Returning Values from Functions

Often times, functions are called, not to continue a sequence of processing tasks, but to return a data value. A function, for instance, calls upon a second function to manipulate passed data values. The result of this processing is then returned to the calling function where processing continues with the returned value. A called function returns a data value with a return statement in the format shown in Figure 2-8.

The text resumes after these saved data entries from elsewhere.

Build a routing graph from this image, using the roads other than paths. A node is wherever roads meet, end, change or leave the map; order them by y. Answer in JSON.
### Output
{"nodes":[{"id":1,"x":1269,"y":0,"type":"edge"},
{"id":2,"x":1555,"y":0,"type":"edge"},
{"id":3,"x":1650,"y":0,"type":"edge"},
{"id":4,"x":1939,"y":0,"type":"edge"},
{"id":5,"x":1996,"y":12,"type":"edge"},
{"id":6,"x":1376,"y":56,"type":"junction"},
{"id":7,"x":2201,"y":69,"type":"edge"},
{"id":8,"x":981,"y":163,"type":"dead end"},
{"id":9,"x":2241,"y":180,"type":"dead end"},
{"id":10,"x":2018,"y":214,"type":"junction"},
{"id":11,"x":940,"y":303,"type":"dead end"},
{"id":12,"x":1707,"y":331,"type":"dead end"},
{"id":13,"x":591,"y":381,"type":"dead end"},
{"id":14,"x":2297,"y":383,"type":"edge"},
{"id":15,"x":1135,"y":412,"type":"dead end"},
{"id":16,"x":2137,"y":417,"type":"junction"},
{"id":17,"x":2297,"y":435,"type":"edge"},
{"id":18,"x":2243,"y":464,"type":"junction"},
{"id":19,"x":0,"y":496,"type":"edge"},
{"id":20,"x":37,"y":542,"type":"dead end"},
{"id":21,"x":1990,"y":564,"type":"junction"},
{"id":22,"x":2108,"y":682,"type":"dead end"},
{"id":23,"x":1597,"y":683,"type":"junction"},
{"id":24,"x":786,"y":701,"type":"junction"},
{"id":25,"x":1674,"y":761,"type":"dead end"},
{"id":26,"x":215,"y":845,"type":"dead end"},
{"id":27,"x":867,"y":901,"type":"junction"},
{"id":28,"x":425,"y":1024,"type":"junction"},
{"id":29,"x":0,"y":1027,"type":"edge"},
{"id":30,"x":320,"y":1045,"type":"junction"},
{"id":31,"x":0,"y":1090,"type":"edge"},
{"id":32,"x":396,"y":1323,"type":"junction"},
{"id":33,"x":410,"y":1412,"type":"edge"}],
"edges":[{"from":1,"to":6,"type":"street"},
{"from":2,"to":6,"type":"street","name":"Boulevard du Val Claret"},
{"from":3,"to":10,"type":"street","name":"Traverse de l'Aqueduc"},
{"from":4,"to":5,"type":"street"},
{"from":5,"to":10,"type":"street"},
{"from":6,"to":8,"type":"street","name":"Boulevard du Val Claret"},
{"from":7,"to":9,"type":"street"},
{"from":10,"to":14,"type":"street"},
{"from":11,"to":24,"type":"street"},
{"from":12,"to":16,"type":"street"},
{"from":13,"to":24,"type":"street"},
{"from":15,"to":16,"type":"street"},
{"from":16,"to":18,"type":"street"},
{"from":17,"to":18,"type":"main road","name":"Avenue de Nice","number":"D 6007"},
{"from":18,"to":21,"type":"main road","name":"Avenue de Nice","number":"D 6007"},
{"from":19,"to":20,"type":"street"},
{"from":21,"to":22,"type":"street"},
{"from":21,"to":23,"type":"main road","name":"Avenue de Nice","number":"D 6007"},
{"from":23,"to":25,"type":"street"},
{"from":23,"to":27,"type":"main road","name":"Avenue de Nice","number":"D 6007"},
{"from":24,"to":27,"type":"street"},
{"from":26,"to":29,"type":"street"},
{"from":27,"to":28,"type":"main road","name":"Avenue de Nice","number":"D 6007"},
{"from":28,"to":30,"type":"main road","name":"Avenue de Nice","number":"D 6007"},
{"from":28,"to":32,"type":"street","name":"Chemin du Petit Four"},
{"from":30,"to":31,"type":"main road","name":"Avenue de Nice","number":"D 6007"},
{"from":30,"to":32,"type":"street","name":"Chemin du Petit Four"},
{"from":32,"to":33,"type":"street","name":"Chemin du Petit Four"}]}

function functionName(argument1, argument2, ...)
{
  ...
  return variable
}

Suppose, for example, that a specialized function is created that multiplies any two numbers passed to it. It then returns the product to the calling function. Although you have not yet been introduced to JavaScript arithmetic operations, you should be able to follow the logic of the following function call and return.

function Process1()
{
  var Data1 = 10;
  var Data2 = 20;
  var Product = GetProduct(Data1, Data2);
}

function GetProduct(Number1, Number2)
{
  return Number1 * Number2;
}

Process1() declares two local variables, Data1 and Data2, and assigns them numeric values. It also declares local variable Product and assigns it the value returned from a function call to GetProduct(), passing along the values of Data1 and Data2 in its parameter list. GetProduct() receives the two values as Number1 and Number2 in its argument list. It returns the value of Number1 multipled by (*) Number2 to the calling statement where it is stored in variable Product.

Using functions that return processed values plays a big role in JavaScript programming. There are, in fact, many built-in functions that are part of the language and which perform and return the results of complex processing that is commonly needed in scripts, saving you the task of writing the required code. These built-in functions are introduced as needed throughout the tutorials. Also, you will have occasion to write your own functions to return values as situations dictate.

Global Variables

Sometimes two or more separate functions need access to the same variable and it is not practical to pass it back and forth among the several functions. In this case, the variable needs to be declared as a global variable.

A global variable is declared outside any functions. In the following example, variable GlobalVariable is declared inside the script block, but not inside either of the functions. Thereafter, GlobalVariable is directly accessible by both functions.

<script type="text/javascript">

var GlobalVariable

function Process1()
}
  process GlobalVariable...
}

function Process2()
}
  process GlobalVariable...
}
</script>

It is normally considered good programming practice to isolate variables inside functions, making them local variables, and explicitly passing them between functions that need access to them. There is no risk that these variables can be inadvertently corrupted by processing activities in other functions that are not given explicit access to them. At times, though, global variables can be used as a way to share their values among multiple functions where convenience overrides the risks.